Батек, потоптавшись, бодро заговорил:
– Ничего, еще маленько поковыряемся – зацепим и выломаем все. Или хватятся нас. Мамка из больницы приедет – нас нету. Туда-сюда метнется, соседей обзвонит, родственников, поймет и приедет.
– Ага, – сказал я, чтобы не молчать.
– Или сторож проснется, услышит. Вечереет уже, ночью звуки лучше ходят. Стучать будем. Приемник твой включим, тоже вариант. Как зашипит, сторож и насторожится.
Сторож насторожится, ха.
– Ха.
– Ты не кисни, Артур, понял? Завтра будешь все это со смехом вспоминать – как два здоровенных мужика вот такую дощечку проковырять не могли. И как щенки, честное слово, мордами тыкались – такие, знаешь, неумелые и не понимающие, что такое и за что их.
– Пап, – сказал я, сморщив нос. – Я знаю за что. Это же из-за меня все на самом деле.
– Ерунду не говори.
– Правда из-за меня.
И я ему все рассказал. Вообще все. Про то, как Витальтолич голову мне заговором морочил. Про бумаги у райисполкома и расстрел Садата. Про Серого. Про Ренатиков нож. Про махлы, толпой и с Гетманом. Про Ильина. Про Хамадишина. Как он бил меня – и как я его.

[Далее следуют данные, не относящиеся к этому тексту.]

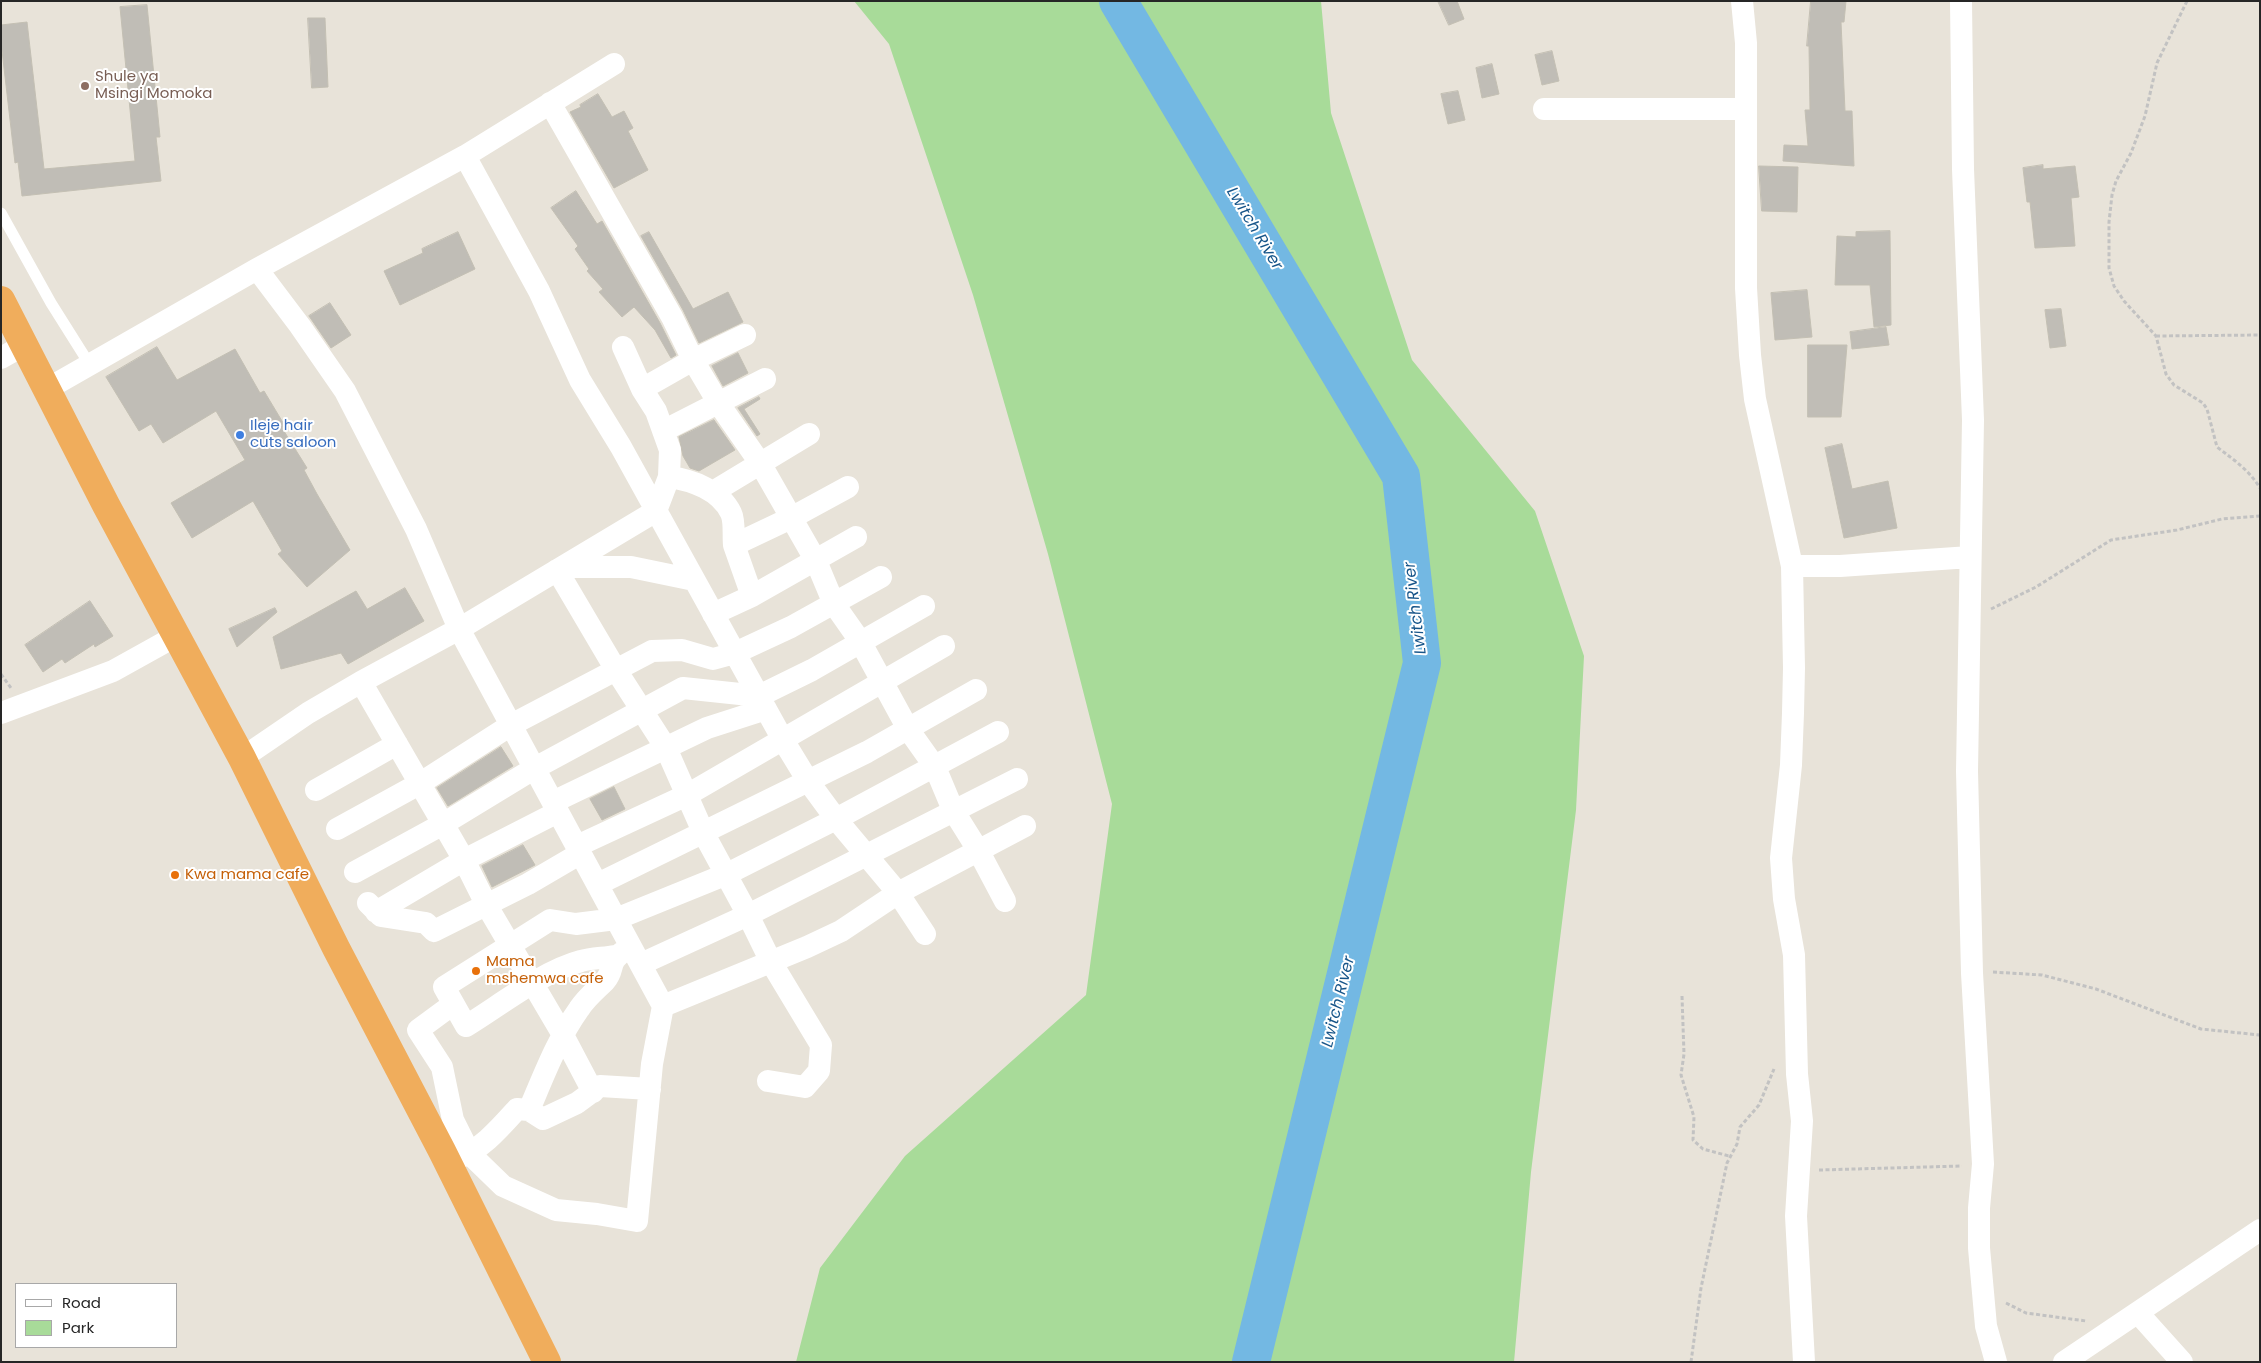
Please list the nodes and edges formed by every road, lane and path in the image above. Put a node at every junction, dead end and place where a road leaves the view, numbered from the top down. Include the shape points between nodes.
1 (1742, 1) edge
2 (1961, 1) edge
3 (2187, 1) edge
4 (614, 64) dead end
5 (550, 103) junction
6 (1544, 109) dead end
7 (1746, 109) junction
8 (465, 156) junction
9 (1, 213) edge
10 (257, 269) junction
11 (1, 300) edge
12 (745, 335) dead end
13 (2260, 335) edge
14 (2156, 336) junction
15 (622, 346) dead end
16 (12, 351) edge
17 (692, 360) junction
18 (90, 365) junction
19 (765, 379) dead end
20 (47, 389) junction
21 (642, 389) junction
22 (719, 404) junction
23 (663, 431) junction
24 (809, 434) dead end
25 (760, 463) junction
26 (669, 477) junction
27 (848, 487) dead end
28 (2260, 488) edge
29 (713, 492) junction
30 (656, 511) junction
31 (2260, 516) edge
32 (791, 518) junction
33 (856, 537) dead end
34 (734, 545) junction
35 (1970, 557) junction
36 (816, 561) junction
37 (1792, 566) junction
38 (559, 568) junction
39 (881, 577) dead end
40 (694, 580) junction
41 (752, 596) junction
42 (834, 604) junction
43 (924, 606) dead end
44 (713, 614) junction
45 (1971, 616) junction
46 (460, 629) junction
47 (176, 636) junction
48 (860, 641) junction
49 (944, 646) dead end
50 (735, 654) junction
51 (616, 670) junction
52 (361, 682) junction
53 (883, 682) junction
54 (976, 690) dead end
55 (763, 702) junction
56 (642, 710) junction
57 (1, 713) edge
58 (511, 725) junction
59 (908, 729) junction
60 (998, 732) dead end
61 (783, 740) junction
62 (397, 744) junction
63 (666, 748) junction
64 (242, 758) junction
65 (935, 767) junction
66 (535, 768) junction
67 (1017, 779) dead end
68 (808, 780) junction
69 (419, 784) junction
70 (316, 790) dead end
71 (687, 795) junction
72 (556, 807) junction
73 (953, 810) junction
74 (836, 819) junction
75 (443, 824) junction
76 (1025, 826) dead end
77 (337, 829) dead end
78 (704, 834) junction
79 (579, 849) junction
80 (978, 850) junction
81 (867, 855) junction
82 (464, 860) junction
83 (356, 872) dead end
84 (727, 874) junction
85 (598, 884) junction
86 (898, 893) junction
87 (1005, 901) dead end
88 (487, 906) junction
89 (748, 915) junction
90 (616, 919) junction
91 (925, 934) dead end
92 (510, 943) junction
93 (629, 956) junction
94 (771, 962) junction
95 (1972, 973) junction
96 (534, 984) junction
97 (1682, 996) dead end
98 (452, 1005) junction
99 (664, 1006) junction
100 (564, 1035) junction
101 (2260, 1035) edge
102 (1776, 1067) dead end
103 (768, 1082) dead end
104 (650, 1089) junction
105 (593, 1092) junction
106 (529, 1110) junction
107 (1729, 1156) junction
108 (459, 1158) junction
109 (1983, 1164) junction
110 (1798, 1171) junction
111 (2260, 1230) edge
112 (1983, 1285) junction
113 (2138, 1313) junction
114 (2113, 1330) junction
115 (547, 1362) edge
116 (1691, 1362) edge
117 (1804, 1362) edge
118 (1996, 1362) edge
119 (2064, 1362) edge
120 (2182, 1362) edge

1 - 7 street
2 - 35 street via 1963,169 1973,420
3 - 14 path via 2157,63 2147,110 2131,153 2116,181 2109,222 2109,268 2114,286
4 - 5 street
5 - 8 street
5 - 17 street via 672,317
6 - 7 street
7 - 37 street via 1746,288 1750,355 1755,398
8 - 10 street
8 - 30 street via 539,291 580,380
9 - 18 lane
10 - 18 street
10 - 46 street via 345,391 416,529
11 - 16 highway
12 - 17 street
13 - 14 path
14 - 28 path via 2166,374 2174,385 2202,403 2217,447 2249,472
15 - 21 street
16 - 20 highway
17 - 21 street
17 - 22 street
18 - 20 street
19 - 22 street
20 - 47 highway
21 - 23 street via 656,411
22 - 23 street
22 - 25 street
23 - 26 street via 670,450
24 - 25 street
25 - 29 street
25 - 32 street
26 - 29 street via 688,479
26 - 30 street
27 - 32 street
29 - 34 street via 732,514
30 - 38 street
30 - 40 street
31 - 45 path via 2222,519 2111,540 2021,595
32 - 34 street
32 - 36 street
33 - 36 street
34 - 41 street
35 - 37 street
35 - 45 street
36 - 41 street
36 - 42 street
37 - 110 street via 1793,713 1781,858 1794,955 1797,1074 1802,1121
38 - 40 street via 631,567
38 - 46 street
38 - 51 street
39 - 42 street
40 - 44 street
41 - 44 street
42 - 48 street
42 - 50 street
43 - 48 street
44 - 50 street
45 - 95 street via 1967,771
46 - 52 street
46 - 58 street
47 - 57 street via 113,671
47 - 64 highway
48 - 53 street
48 - 55 street
49 - 53 street
50 - 51 street via 713,658 682,650 652,651
50 - 55 street
51 - 56 street
51 - 58 street
52 - 62 street
52 - 64 street
53 - 59 street
53 - 61 street
54 - 59 street
55 - 56 street via 683,688
55 - 61 street
55 - 63 street
56 - 63 street
56 - 66 street
58 - 66 street
58 - 69 street
59 - 65 street
59 - 68 street
60 - 65 street
61 - 68 street
61 - 71 street
62 - 69 street
62 - 70 street
63 - 71 street
63 - 72 street
64 - 108 highway via 336,948
65 - 73 street
65 - 74 street
66 - 72 street
66 - 75 street
67 - 73 street
68 - 74 street
68 - 78 street
69 - 75 street
69 - 77 street
71 - 78 street
71 - 79 street
72 - 79 street
72 - 82 street
73 - 80 street
73 - 81 street
74 - 81 street
74 - 84 street
75 - 82 street
75 - 83 street
76 - 80 street
78 - 84 street
78 - 85 street
79 - 85 street
79 - 88 street
80 - 86 street
80 - 87 street
81 - 86 street
81 - 89 street
82 - 88 street
82 - 88 street via 372,908 380,916 426,923 434,931
84 - 89 street
84 - 90 street
85 - 90 street
86 - 91 street
86 - 94 street via 841,931
88 - 92 street
89 - 93 street
89 - 94 street
90 - 92 street via 576,924 550,920
90 - 93 street
92 - 96 street
92 - 98 street via 444,987
93 - 96 street via 581,961
93 - 99 street
93 - 100 street via 594,990
94 - 99 street
94 - 103 street via 822,1045 819,1071 805,1087
95 - 101 path via 2042,975 2096,990 2201,1029
95 - 109 street
96 - 98 street via 466,1026
96 - 100 street
97 - 107 path via 1684,1042 1681,1075 1694,1117 1693,1140 1703,1149
98 - 108 street via 418,1030 442,1067
99 - 104 street
100 - 105 street
100 - 106 street
102 - 107 path via 1759,1105 1740,1127 1737,1144
104 - 105 street via 600,1086
104 - 108 street via 637,1221 556,1210 503,1186
105 - 106 street via 577,1104 543,1119
106 - 108 street via 517,1110 499,1129
107 - 116 path via 1701,1288
108 - 115 highway
109 - 110 path via 1947,1168
109 - 112 street via 1978,1248
110 - 117 street via 1796,1237
111 - 113 street
112 - 114 path via 2026,1313 2075,1318
112 - 118 street via 1986,1326
113 - 114 street
113 - 120 street
114 - 119 street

Не по порядку рассказал, бестолково и все время останавливаясь, чтобы не разреветься. Но батек, кажется, понял.
Он почти сразу сполз по стеночке рядом со мной, обхватил за плечи поверх одеял и прижал к себе, сильно и неудобно, так что мое колено упиралось мне в подбородок, его плечо – в висок, а говорить приходилось в слой вонючих одеял. Но он вроде слышал все – судя по тому, что иногда принимался часто дышать, а иногда впивался пальцами так, что я сквозь телягу и слой одеял чувствовал.

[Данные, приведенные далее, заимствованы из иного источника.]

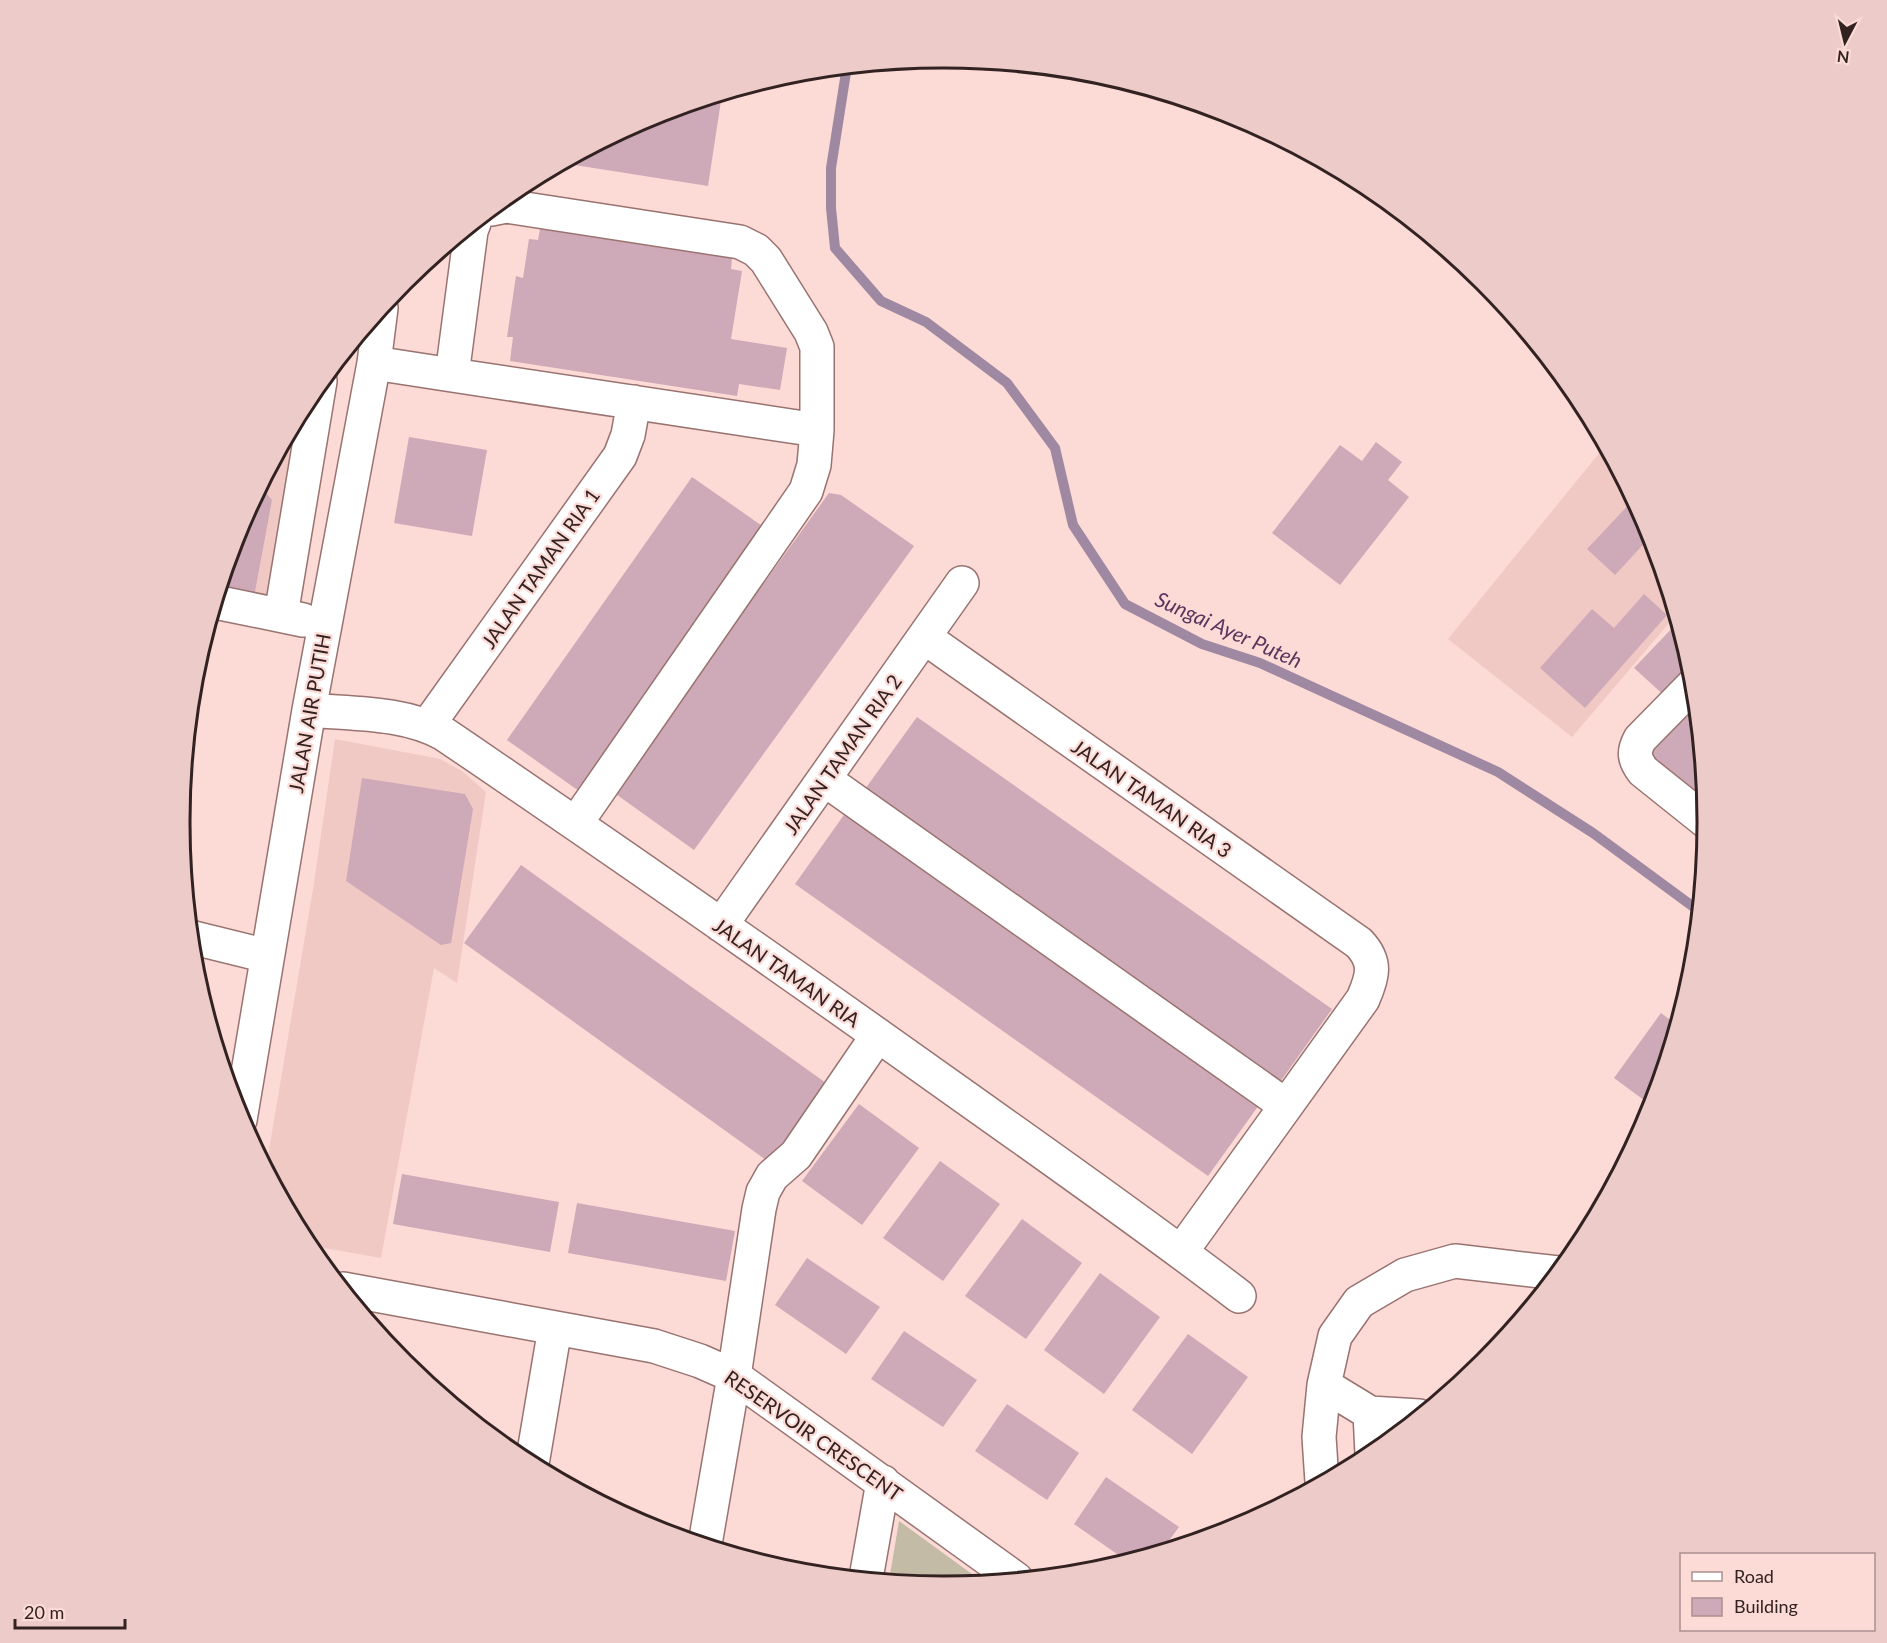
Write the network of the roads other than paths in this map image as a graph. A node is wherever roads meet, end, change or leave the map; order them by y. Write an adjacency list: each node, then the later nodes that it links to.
1 (508, 206): 8 (street)
2 (471, 234): 5 (street)
3 (379, 322): 4 (street, JALAN AIR PUTIH)
4 (374, 363): 5 (street); 10 (street, JALAN AIR PUTIH)
5 (453, 375): 6 (street)
6 (634, 402): 8 (street); 18 (street, JALAN TAMAN RIA 1)
7 (307, 419): 9 (street)
8 (817, 430): 21 (street)
9 (299, 440): 10 (street); 13 (street)
10 (358, 446): 14 (street, JALAN AIR PUTIH)
11 (962, 583): 15 (street, JALAN TAMAN RIA 2)
12 (222, 603): 13 (street)
13 (281, 615): 14 (street)
14 (326, 624): 17 (street, JALAN AIR PUTIH)
15 (924, 637): 19 (street, JALAN TAMAN RIA 2); 27 (street, JALAN TAMAN RIA 3)
16 (1686, 692): 20 (street)
17 (309, 710): 18 (street, JALAN TAMAN RIA); 24 (street, JALAN AIR PUTIH)
18 (428, 725): 21 (street, JALAN TAMAN RIA)
19 (824, 778): 22 (street, JALAN TAMAN RIA 2); 27 (street)
20 (1697, 815)
21 (576, 823): 22 (street, JALAN TAMAN RIA)
22 (721, 925): 25 (street, JALAN TAMAN RIA)
23 (199, 939): 24 (street)
24 (267, 956): 26 (street, JALAN AIR PUTIH)
25 (878, 1035): 28 (street, JALAN TAMAN RIA); 33 (street)
26 (243, 1100)
27 (1285, 1105): 28 (street)
28 (1181, 1251): 31 (street, JALAN TAMAN RIA)
29 (1548, 1272): 34 (street)
30 (353, 1291): 32 (street, RESERVOIR CRESCENT)
31 (1239, 1296)
32 (555, 1328): 33 (street, RESERVOIR CRESCENT); 38 (street)
33 (735, 1376): 40 (street, RESERVOIR CRESCENT); 41 (street)
34 (1324, 1385): 35 (street); 39 (street)
35 (1370, 1413): 36 (street); 37 (street)
36 (1409, 1415)
37 (1371, 1442)
38 (534, 1454)
39 (1321, 1473)
40 (883, 1482): 42 (street); 43 (street, RESERVOIR CRESCENT)
41 (706, 1537)
42 (867, 1571)
43 (1007, 1573)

– Мескенем минем[11], – сказал папа, когда я замолчал.
Из глаз у меня полилось. Из носа и рта, кажется, тоже. Я замер, уткнувшись лбом в колени и надеясь, что не всхлипну сейчас.
И заревел, конечно. Громко – сперва просто так, а потом словами:
– Пап, прости, а. Я не хотел, честно.
– Ты меня прости, улым[12], – сказал папа, уткнувшись головой мне в плечо.
Я подумал, насколько мог сквозь икающие рыдания, и все-таки спросил:
– За что?
– За… За все это.
Папа, кажется, повел свободной рукой вокруг и бессильно уронил ее перед собой.
– Я твой отец, я за тебя отвечаю, я тебя защищать должен, а в итоге – не сделал ничего, даже не догадывался, идиот старый.
– Да ты-то при чем тут! – почти возмутился я.
– Плохо было, улым? – спросил папа.
Я покивал и снова судорожно всхлипнул – кажется, уже успокаиваясь.
– Ну и кончилось все плохое, считай. Теперь все хорошо будет.
Он отпустил мое плечо и повернулся ко мне лицом. И я ведь знал, что он просто так говорит, чтобы меня утешить, – я ж не дурак, здоровый пацан, ну и обстоятельства, как говорится, шепчут, что пахнет тут совсем не хорошо. Но очень уж мне хотелось папе поверить. Может, потому, что мне давно говорили, что все будет так себе, плохо и не факт вообще, что будет. А что хорошо, тем более всё, тем более человек, который, похоже, меня любит, – давно такого не было.